Would you rather be unique or be the best? I remember coming across this question on a survey I was asked to take as a kid.
Maybe you are wondering why I was asked to take this survey (and why you didn’t get to take one)?
Well, one boy and one girl were randomly chosen from our eighth grade class to be part of a long-range study about drugs.
I was the lucky girl.
I was followed by researchers in this study FOR YEARS and enjoyed it quite a bit.
I even found who the boy was that was asked to do it. Occasionally we would talk about how weird we thought it was. (He ended up being in a band I competed against and lost to in this story. Also, I think he may have gotten into some drugs, but I don't know if he put it on his survey.)
What Was it Like to Take the Surveys?
I took hour long surveys and took part in taped interviews annually (even with my boyfriend/now husband) into my mid-twenties for a few hundred dollars here and there.
One of the requirements was picking three topics contentious to our family dynamic and talking about them while being filmed. Fun stuff!
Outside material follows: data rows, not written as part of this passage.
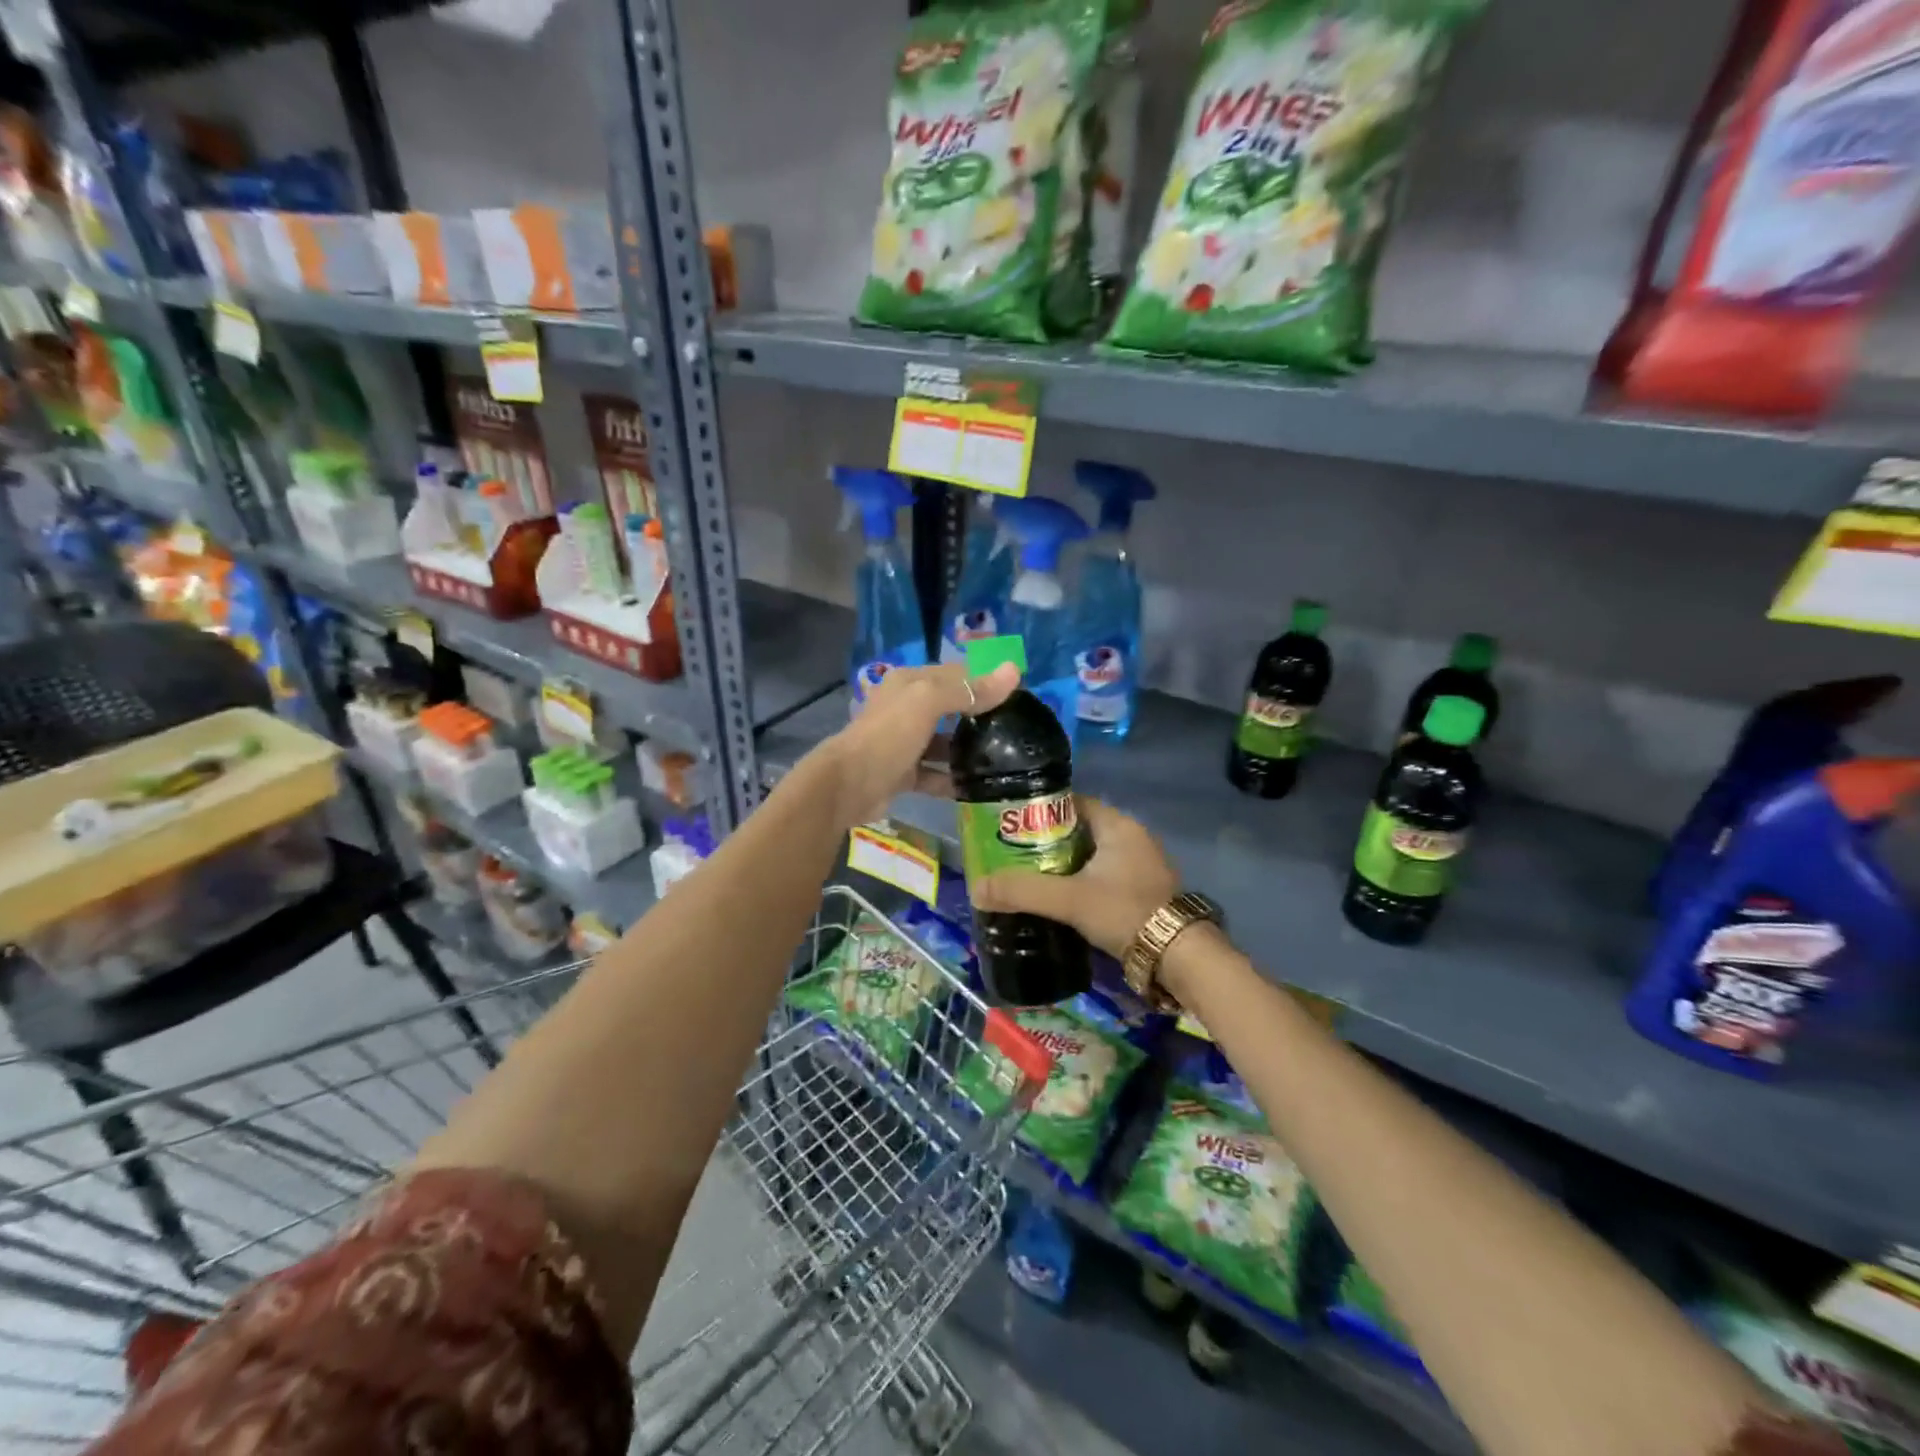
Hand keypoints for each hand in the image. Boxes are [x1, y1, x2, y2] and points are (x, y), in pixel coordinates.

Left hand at [818, 660, 1019, 827]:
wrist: (849, 784)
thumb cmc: (889, 734)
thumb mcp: (928, 702)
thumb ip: (969, 689)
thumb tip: (1014, 671)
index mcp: (909, 683)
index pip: (955, 674)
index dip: (985, 680)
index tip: (1018, 695)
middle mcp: (905, 708)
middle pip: (949, 708)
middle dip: (979, 717)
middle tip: (1015, 730)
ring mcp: (903, 743)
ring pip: (942, 743)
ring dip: (966, 751)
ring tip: (1003, 760)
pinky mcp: (902, 774)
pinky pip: (933, 774)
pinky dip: (952, 780)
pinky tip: (977, 788)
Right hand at [973, 797, 1177, 959]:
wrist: (1178, 957)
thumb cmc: (1125, 911)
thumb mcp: (1070, 899)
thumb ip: (1023, 891)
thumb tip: (976, 889)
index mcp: (1118, 824)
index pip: (1071, 803)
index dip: (1039, 811)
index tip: (1011, 825)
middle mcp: (1131, 837)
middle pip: (1078, 830)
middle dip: (1045, 842)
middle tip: (1012, 855)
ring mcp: (1140, 864)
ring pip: (1090, 856)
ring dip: (1063, 865)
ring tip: (1028, 878)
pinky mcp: (1141, 890)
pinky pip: (1101, 876)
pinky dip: (1080, 882)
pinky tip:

“Money” was a card on the table a lot growing up.
I would sit there and watch my parents awkwardly talk about it and then chime in with all my knowledge as a teenager.
I wish I could see those tapes!
Back to the Question: Unique or the Best?
This was interesting to come across as a middle schooler. I thought about a quote mentioning ladders before answering the question.
“It’s better to be at the bottom of a ladder you want to climb than in the middle of a ladder you don’t want to climb.”
8th grade me:
"It’s always great to climb a ladder to the top, but if someone else built it, I probably wouldn’t be impressed with myself. I must be the type of person who would rather build a dilapidated ladder, but at least call the ladder my own, even if I eventually fell off it or had to build it twice."
Odd thought process over.
And I enjoyed the process of approaching the question differently, which was... apparently the answer to my question.
At the end of the test, I was asked if there was anything else the scorers of the test should know about me.
I drew a stick person falling off a ladder.
Then I wrote, “I am not a good random sample for the population you need to study. But I do like getting paid to talk about myself. I will never do drugs. I will never drink distilled beverages. Good luck with your study.”
Time and time again, I tried to save the University of Iowa researchers work by telling them to discard my test because I wasn’t “normal.”
Now that I work with middle schoolers, I realize none of them think they are normal.
I genuinely hope this research is still being conducted. It was an easy source of reflection throughout my life and I certainly enjoyed the random extra money here and there.
Still, I’ll never pursue surveys on purpose. But if they find me and my family? I’ll be fine with taking them.